Parmi les 34 millions de Français qui jouent aux jeux vidéo, ils sont seulement un peu plus de 2 % à participer à des compétitions. Si la proportion n’est pas encore impressionnante, cette discipline, nommée e-sport pour « sport électronique », explose. Certains tournois, comme ceux de la Paris Games Week ou du Lyon E-Sport, réunissent déjà des milliers de spectateurs. Dans certains pays, les compétitions remplissent des stades, et sont suivies en ligne par plusieurs millions de e-spectateurs. Un engouement qui incite de nombreux joueurs passionnés à se lancer, pour passer au niveau pro.

Ivresse de la compétition, bonheur de la victoire

C’est ce qu’a fait Majid, 23 ans, connu sous le pseudo Shneizel dans le monde du célèbre jeu de baston « Street Fighter », presque naturellement.  » J’allais aux événements sur ce jeu pour rencontrer les amis que j’avais pu me faire en ligne , se souvient-il. De fil en aiguille, j’ai pris goût à la compétition et à son ambiance unique, en tant que spectateur de grands matchs puis en tant que joueur. » Désormais, il prend part à un tournoi par mois en moyenne , et assure que « quand on y a participé une fois, cela devient une drogue ! On en redemande, et pour cela, il faut s’entraîner tous les jours. »

Pour Benjamin Passerieux, fan du jeu de football « Fifa », la transition vers l’e-sport s’est faite il y a un an. Aujourd’hui, on peut le retrouver sur des compétitions comme le Montpellier Esport Show ou l’Orange eLeague 1 et à des tournois en ligne où il peut gagner « un peu d’argent ». Selon lui, « quand tu joues à un jeu pour gagner, ce n’est pas la même sensation que pour le fun, l’esprit de compétition est là et tu te donnes à fond « .

Des heures d’entraînement acharné

Comme toute discipline de haut niveau, l’e-sport demande de l’investissement. Mais Benjamin gère : « c’est vrai que ça prend du temps, mais je suis soutenu par mon entourage dans cette voie , donc ça n’empiète pas sur ma vie. » Pour être au top, Majid, lui, joue deux heures par jour après le boulot, trois ou quatre heures quand il est en congés.  » Depuis que je suis en CDI, j’ai beaucoup de mal à m’entraîner et à me déplacer pour des compétitions, se désole-t-il.
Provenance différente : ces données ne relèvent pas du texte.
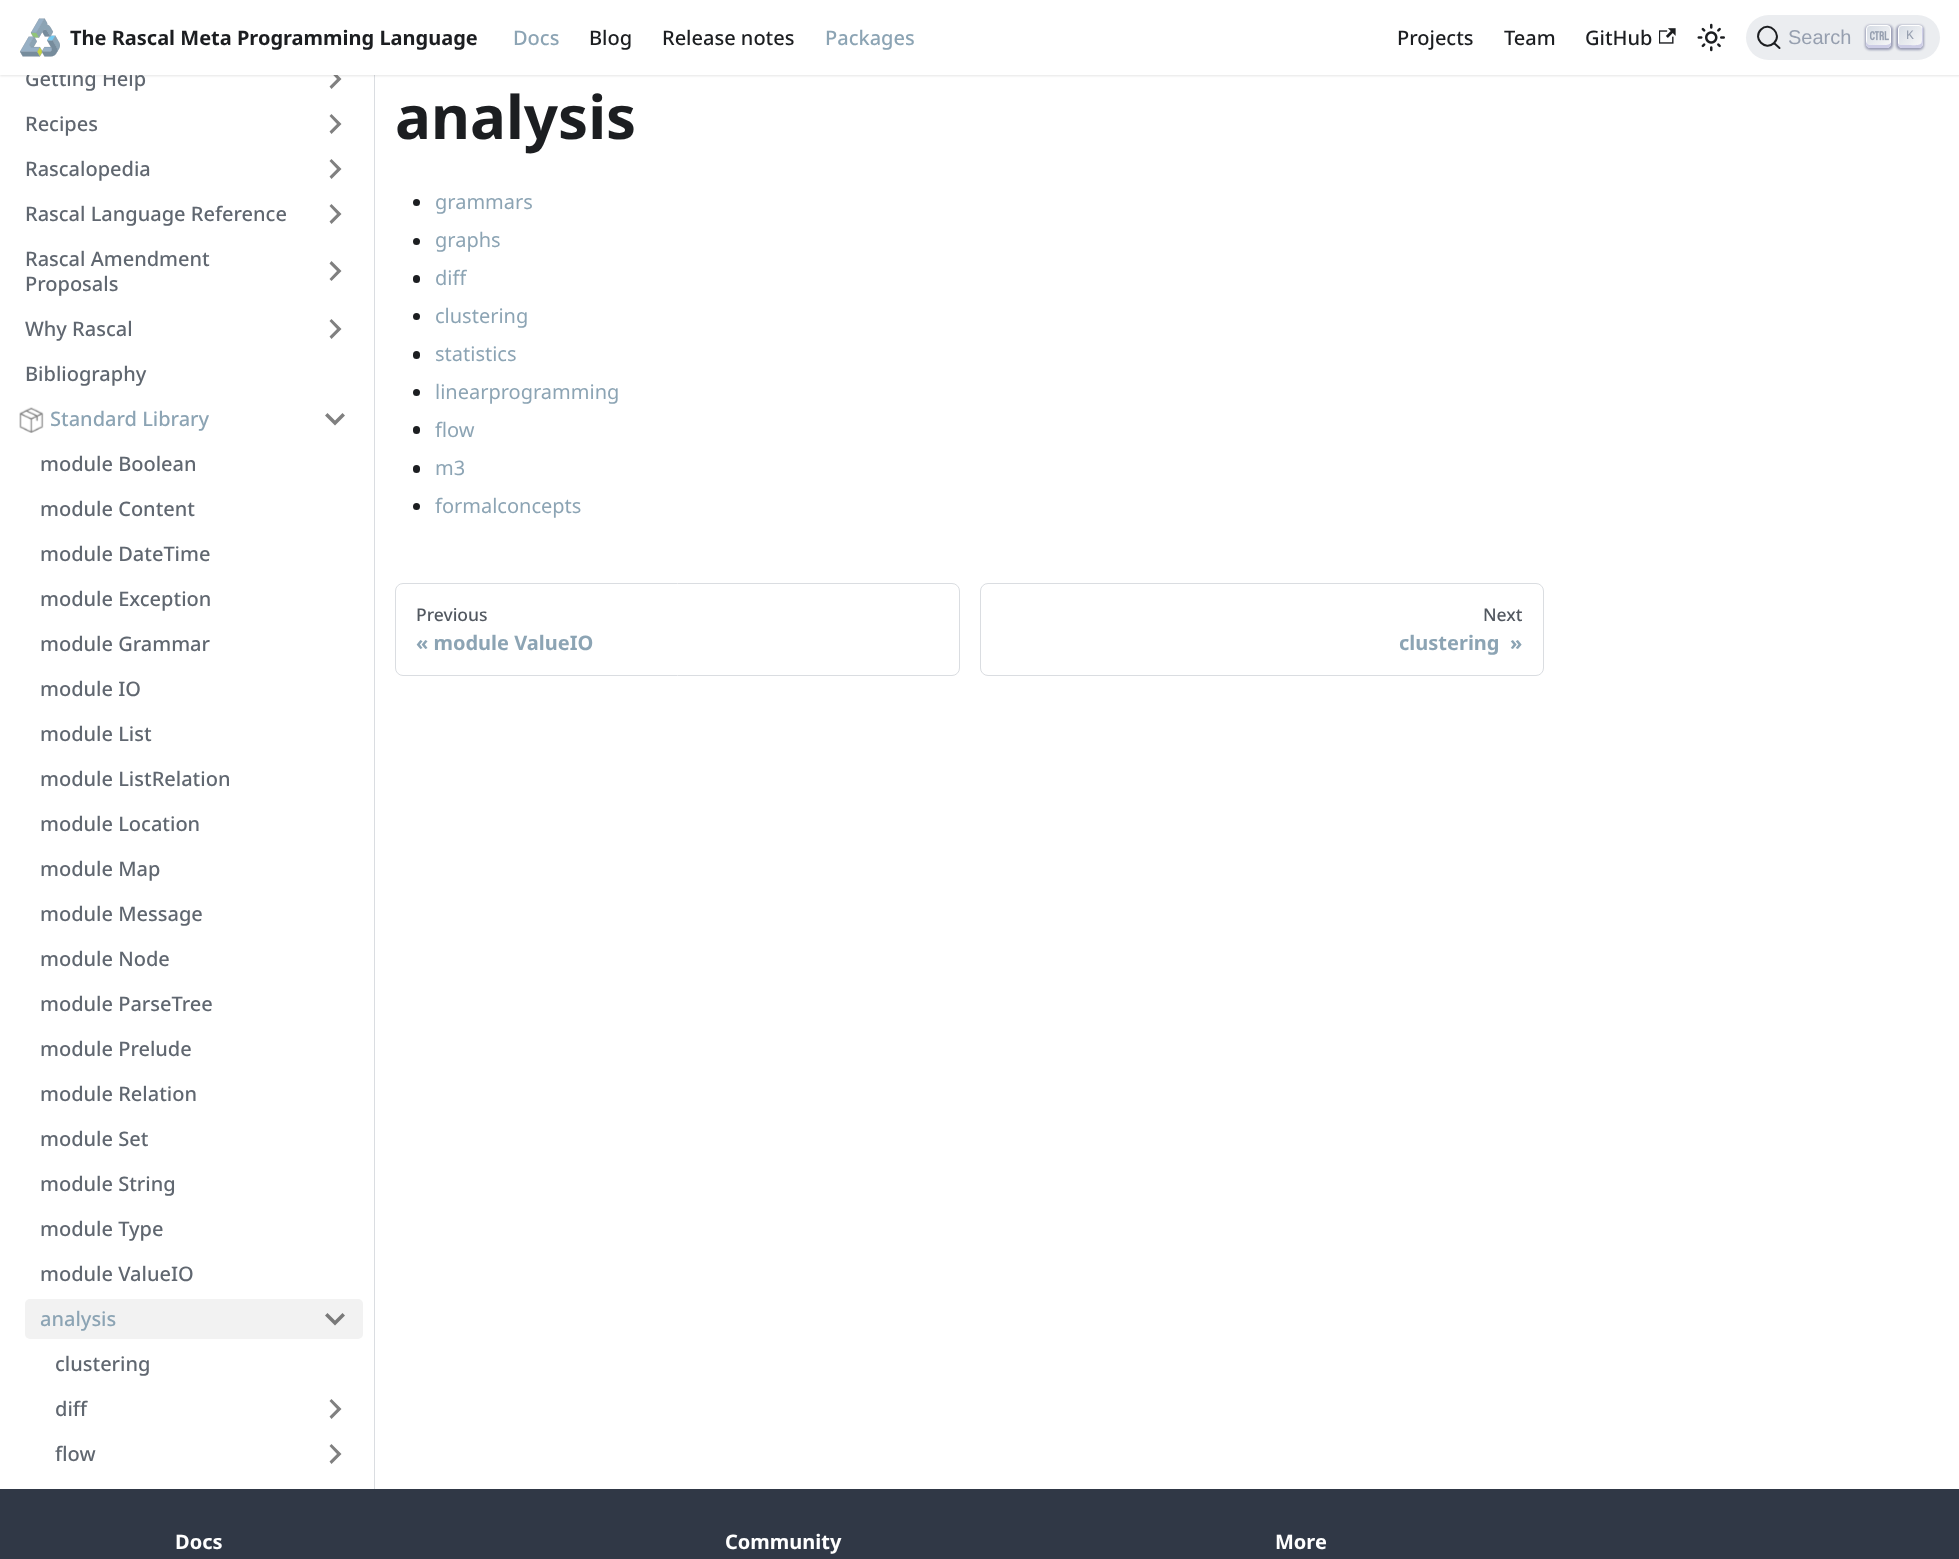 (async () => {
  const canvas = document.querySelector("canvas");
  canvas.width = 1959;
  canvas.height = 1559;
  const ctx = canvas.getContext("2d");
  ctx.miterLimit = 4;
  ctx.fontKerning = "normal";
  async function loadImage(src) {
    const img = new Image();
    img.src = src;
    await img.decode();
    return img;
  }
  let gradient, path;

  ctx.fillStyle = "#ffffff";
  ctx.fillRect(0, 0, 1959, 1559);
  ctx.fillStyle = "#dadde1";
  ctx.fillRect(374, 75, 1, 1414);
  ctx.fillStyle = "#808080";
  path = new Path2D("M329.5 71L337 79L329.5 86.5L331.5 89L341.5 79L331.5 69Z");
  ctx.fill(path);
  ctx.fillStyle = "rgba(0, 0, 0, 0.1)";
  ctx.filter = "blur(1px)";
  ctx.beginPath();
  ctx.rect(0, 1, 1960, 75);
  ctx.fill();
  ctx.filter = "none";
  ctx.fillStyle = "#808080";
  path = new Path2D("M329.5 116L337 124L329.5 131.5L331.5 134L341.5 124L331.5 114Z");
  ctx.fill(path);
  path = new Path2D("M329.5 161L337 169L329.5 176.5L331.5 179L341.5 169L331.5 159Z");
  ctx.fill(path);
  path = new Path2D("M329.5 206L337 214L329.5 221.5L331.5 224L341.5 214L331.5 204Z");
  ctx.fill(path);
  path = new Path2D("M329.5 263.5L337 271L329.5 279L331.5 281L341.5 271L331.5 261Z");
  ctx.fill(path);
  path = new Path2D("M329.5 321L337 329L329.5 336.5L331.5 339L341.5 329L331.5 319Z");
  ctx.fill(path);
  ctx.drawImage(await loadImage("img/5.png"), 19, 407, 25, 26);
  path = new Path2D("M342.5 413L335 420.5L327.5 413L325 415.5L335 425.5L345 415.5Z");
  ctx.fill(path);
  ctx.fillStyle = "#f2f2f2";
  ctx.beginPath();
  ctx.roundRect(25, 1299, 338, 40, 5);
  ctx.fill();
  ctx.fillStyle = "#797979";
  path = new Path2D("M342.5 1313L335 1320.5L327.5 1313L325 1315.5L335 1325.5L345 1315.5Z");
  ctx.fill(path);
  ctx.fillStyle = "#808080";
  path = new Path2D("M329.5 1401L337 1409L329.5 1416.5L331.5 1419L341.5 1409L331.5 1399Z");
  ctx.fill(path);
  path = new Path2D("M329.5 1446L337 1454L329.5 1461.5L331.5 1464L341.5 1454L331.5 1444Z");
  ctx.fill(path);
  ctx.fillStyle = "#1c1e21";
  ctx.beginPath();
  ctx.arc(416.5, 202.5, 3.5, 0, Math.PI * 2);
  ctx.fill();
  ctx.beginPath();
  ctx.arc(416.5, 241.5, 3.5, 0, Math.PI * 2);
  ctx.fill();
  ctx.beginPath();
  ctx.roundRect(413, 275, 7, 8, 3.5);
  ctx.fill();
  ctx.beginPath();
  ctx.arc(416.5, 316.5, 3.5, 0, Math.PI * 2);
  ctx.fill();
  ctx.beginPath();
  ctx.roundRect(413, 351, 7, 8, 3.5);
  ctx.fill();
  ctx.beginPath();
  ctx.arc(416.5, 392.5, 3.5, 0, Math.PI * 2);
  ctx.fill();
  ctx.beginPath();
  ctx.roundRect(413, 426, 7, 8, 3.5);
  ctx.fill();
  ctx.beginPath();
  ctx.roundRect(413, 465, 7, 8, 3.5);
  ctx.fill();
  ctx.beginPath();
  ctx.arc(416.5, 506.5, 3.5, 0, Math.PI * 2);
  ctx.fill();
  ctx.beginPath();
  ctx.roundRect(395.5, 583.5, 564, 92, 7.5);
  ctx.strokeStyle = "#dadde1";
  ctx.stroke();
  ctx.beginPath();
  ctx.roundRect(980.5, 583.5, 563, 92, 7.5);
  ctx.stroke();
  ctx.fillStyle = "#303846";
  ctx.fillRect(0, 1489, 1959, 70);
  ctx.font = "500 20px Noto Sans";
  ctx.fillStyle = "#606770";
  ctx.fillText("Getting Help", 25, 86);
  ctx.fillStyle = "#ffffff";
  ctx.fillRect(0, 0, 1959, 75);
  ctx.fillStyle = "#ebedf0";
  ctx.beginPath();
  ctx.roundRect(1746, 15, 194, 45, 22.5);
  ctx.fill();
  ctx.fillStyle = "rgba(30, 35, 90, 0.4)";
  ctx.filter = "blur(1px)";
  ctx.beginPath();
  ctx.roundRect(1896, 25, 28, 25, 5);
  ctx.fill();
  ctx.filter = "none";
  gradient = ctx.createLinearGradient(1898, 24, 1922, 48);
  gradient.addColorStop(0, "#d5dbe4");
  gradient.addColorStop(1, "#f8f8f8");
  ctx.fillStyle = gradient;
  ctx.beginPath();
  ctx.roundRect(1898.5, 25.5, 24, 22, 3.5);
  ctx.fill();
  ctx.strokeStyle = "#ffffff";
  ctx.stroke();
  ctx.fillStyle = "#cdcde6";
  path = new Path2D("M1922 26.5V34V40.5L1921.5 43C1920 46 1911.5 45 1908.5 45H1903.5C1901 45 1899 45.5 1898 43C1898 48 1900.5 48 1905 48H1910.5C1923.5 48 1923 49.5 1923 36.5C1923 34 1924 28.5 1922 26.5Z");
  ctx.fill(path);
  ctx.font = "13px Liberation Mono";
  ctx.fillStyle = "#969faf";
  ctx.fillText("K", 1906, 39);
  ctx.fillStyle = "rgba(30, 35, 90, 0.4)";
  ctx.filter = "blur(1px)";
  ctx.beginPath();
  ctx.roundRect(1865, 25, 28, 25, 5);
  ctx.fill();
  ctx.filter = "none";
  gradient = ctx.createLinearGradient(1867, 24, 1891, 48);
  gradient.addColorStop(0, "#d5dbe4");
  gradient.addColorStop(1, "#f8f8f8");
  ctx.fillStyle = gradient;
  ctx.beginPath();
  ctx.roundRect(1866.5, 25.5, 24, 22, 3.5);
  ctx.fill();
  ctx.stroke();
  ctx.fillStyle = "#cdcde6";
  path = new Path2D("M1891 42C1890.5 44 1889 45 1885 45H1870C1867 45 1866 42.5 1866 39.5V44C1866 46 1868 48 1870 48H1887C1889 48 1891 46 1891 44Z");
  ctx.fill(path);
  ctx.drawImage(await loadImage("img/4.png"), 1870, 31, 19, 10);
  path = new Path2D("M1774 43L1779.5 48L1774 43C1765.5 51.5 1752 38.5 1761 29.5C1769.5 21 1783 34.5 1774 43Z");
  ctx.strokeStyle = "#1c1e21";
  ctx.lineWidth = 2;
  ctx.lineCap = "round";
  ctx.lineJoin = "round";
  ctx.stroke(path);
  ctx.drawImage(await loadImage("img/3.png"), 1697, 23, 28, 29);
  ctx.drawImage(await loadImage("img/2.png"), 1659, 28, 17, 16);
  ctx.font = "bold 20px Noto Sans";
  ctx.fillStyle = "#1c1e21";
  ctx.fillText("The Rascal Meta Programming Language", 70, 45);
  ctx.font = "20px Liberation Sans";
  ctx.fillStyle = "#969faf";
  ctx.fillText("Search", 1788, 44);
  ctx.font = "500 20px Noto Sans";
  ctx.fillStyle = "#1c1e21";
  for (const [text, x, y] of [
    ["GitHub", 1585, 45],
    ["Team", 1504, 45],
    ["Projects", 1397, 45],
  ]) {
    ctx.fillText(text, x, y);
  }
  ctx.fillStyle = "#8ca4b4";
  ctx.fillText("Packages", 825, 45);
  ctx.fillStyle = "#1c1e21";
  ctx.fillText("Release notes", 662, 45);
  ctx.fillText("Blog", 589, 45);
  ctx.fillStyle = "#8ca4b4";
  ctx.fillText("Docs", 513, 45);
  ctx.drawImage(await loadImage("img/1.png"), 20, 18, 40, 39);
  ctx.fillStyle = "#606770";
  for (const [text, x, y] of [
    ["Recipes", 25, 131],
    ["Rascalopedia", 25, 176],
    ["Rascal Language Reference", 25, 221],
    ["Rascal Amendment", 25, 266],
    ["Proposals", 25, 291],
    ["Why Rascal", 25, 336],
    ["Bibliography", 25, 381],
  ]) {
    ctx.fillText(text, x, y);
  }
  ctx.fillStyle = "#8ca4b4";
  ctx.fillText("Standard Library", 50, 426);
  ctx.fillStyle = "#606770";
  for (const [text, x, y] of [
    ["module Boolean", 40, 471],
    ["module Content", 40, 516],
    ["module DateTime", 40, 561],
    ["module Exception", 40, 606],
    ["module Grammar", 40, 651],
    ["module IO", 40, 696],
    ["module List", 40, 741],
    ["module ListRelation", 40, 786],
    ["module Location", 40, 831],
    ["module Map", 40, 876],
    ["module Message", 40, 921],
    ["module Node", 40, 966],
    ["module ParseTree", 40, 1011],
    ["module Prelude", 40, 1056],
    ["module Relation", 40, 1101],
    ["module Set", 40, 1146],
    ["module String", 40, 1191],
    ["module Type", 40, 1236],
    ["module ValueIO", 40, 1281],
  ]) {
    ctx.fillText(text, x, y);
  }
  ctx.fillStyle = "#8ca4b4";
  ctx.fillText("analysis", 40, 1326);
  ctx.fillStyle = "#606770";
  for (const [text, x, y] of [
    ["clustering", 55, 1371],
    ["diff", 55, 1416],
    ["flow", 55, 1461],
  ]) {
    ctx.fillText(text, x, y);
  }
  ctx.font = "bold 60px Noto Sans";
  ctx.fillStyle = "#1c1e21";
  ctx.fillText("analysis", 395, 139);
  ctx.font = "20px Noto Sans";
  ctx.fillStyle = "#8ca4b4";
  for (const [text, x, y] of [
    ["grammars", 435, 209],
    ["graphs", 435, 247],
    ["diff", 435, 285],
    ["clustering", 435, 323],
    ["statistics", 435, 361],
    ["linearprogramming", 435, 399],
    ["flow", 435, 437],
    ["m3", 435, 475],
    ["formalconcepts", 435, 513],
  ]) {
    ctx.fillText(text, x, y);
  }
  ctx.font = "500 17.5px Noto Sans";
  ctx.fillStyle = "#525860";
  ctx.fillText("Previous", 416, 621);
  ctx.font = "bold 20px Noto Sans";
  ctx.fillStyle = "#8ca4b4";
  ctx.fillText("« module ValueIO", 416, 650);
  ctx.font = "500 17.5px Noto Sans";
  ctx.fillStyle = "#525860";
  ctx.fillText("Next", 1483, 621);
  ctx.font = "bold 20px Noto Sans";
  ctx.fillStyle = "#8ca4b4";
  ctx.fillText("clustering", 1399, 650);
  ctx.fillText("»", 1510, 650);
  ctx.fillStyle = "#ffffff";
  for (const [text, x, y] of [
    ["Docs", 175, 1549],
    ["Community", 725, 1549],
    ["More", 1275, 1549],
  ]) {
    ctx.fillText(text, x, y);
  }
})();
Je suis obligé de poser des RTT. » Difficile pour lui de concilier un travail chronophage et épuisant avec sa passion.

Sa détermination a cependant payé. Grâce à une performance lors d’un tournoi de grande ampleur, il a été repéré par Owly Six, une structure d’e-sport qui présente des équipes sur plusieurs jeux : « Ils m’ont proposé de les rejoindre et j’ai évidemment accepté ». Majid est aujourd’hui joueur semi-professionnel. « Ce n’est pas du tout simple de rejoindre une structure, surtout quand on est débutant, ajoute-t-il. Pour t’épauler financièrement, c’est très important , ça te retire un poids psychologique, ce qui te permet d’être plus concentré durant les tournois. »

Se faire repérer ou former son équipe

Dans le monde du sport électronique, l’équipe est un rouage central. De son côté, Valentine, e-sportive de 24 ans, a décidé de monter la sienne. Cette étudiante en jeux vidéo joue depuis dix ans à « Call of Duty », un jeu de tir à la première personne ou FPS. Elle a découvert l’e-sport il y a trois ans : « Je commence tout juste à rentrer dans la compétition, j’ai monté mon équipe de filles et nous venons de signer un contrat dans la structure Indiana Esport « .

Un contrat qui permettra à Valentine et ses coéquipières de devenir semi-professionnelles. Pour l’instant, elles jouent « le soir de 20 h 30 à minuit, et le week-end un peu plus », afin « d’essayer d’être la meilleure team de filles sur ‘Call of Duty' ». D’ailleurs, elle encourage les femmes à se lancer dans l’e-sport où elles sont encore peu nombreuses.

Les compétitions, comme ici à Lyon, se déroulent en public et sont diffusées en direct sur Internet. // © REA

Une bonne hygiène de vie nécessaire

La discipline a tellement le vent en poupe que même les clubs de sport traditionnels se mettent à recruter des gamers talentueux. C’est notamment le cas de la section e-sport du FC Nantes où Jérémy Girardot, 30 ans, travaille en tant que manager et coach de joueurs professionnels de FIFA. Selon lui, pour devenir un champion, « il est indispensable de jouer presque tous les jours durant plusieurs heures afin d’affûter ses réflexes, travailler sa maîtrise technique, approfondir sa vision de jeu ».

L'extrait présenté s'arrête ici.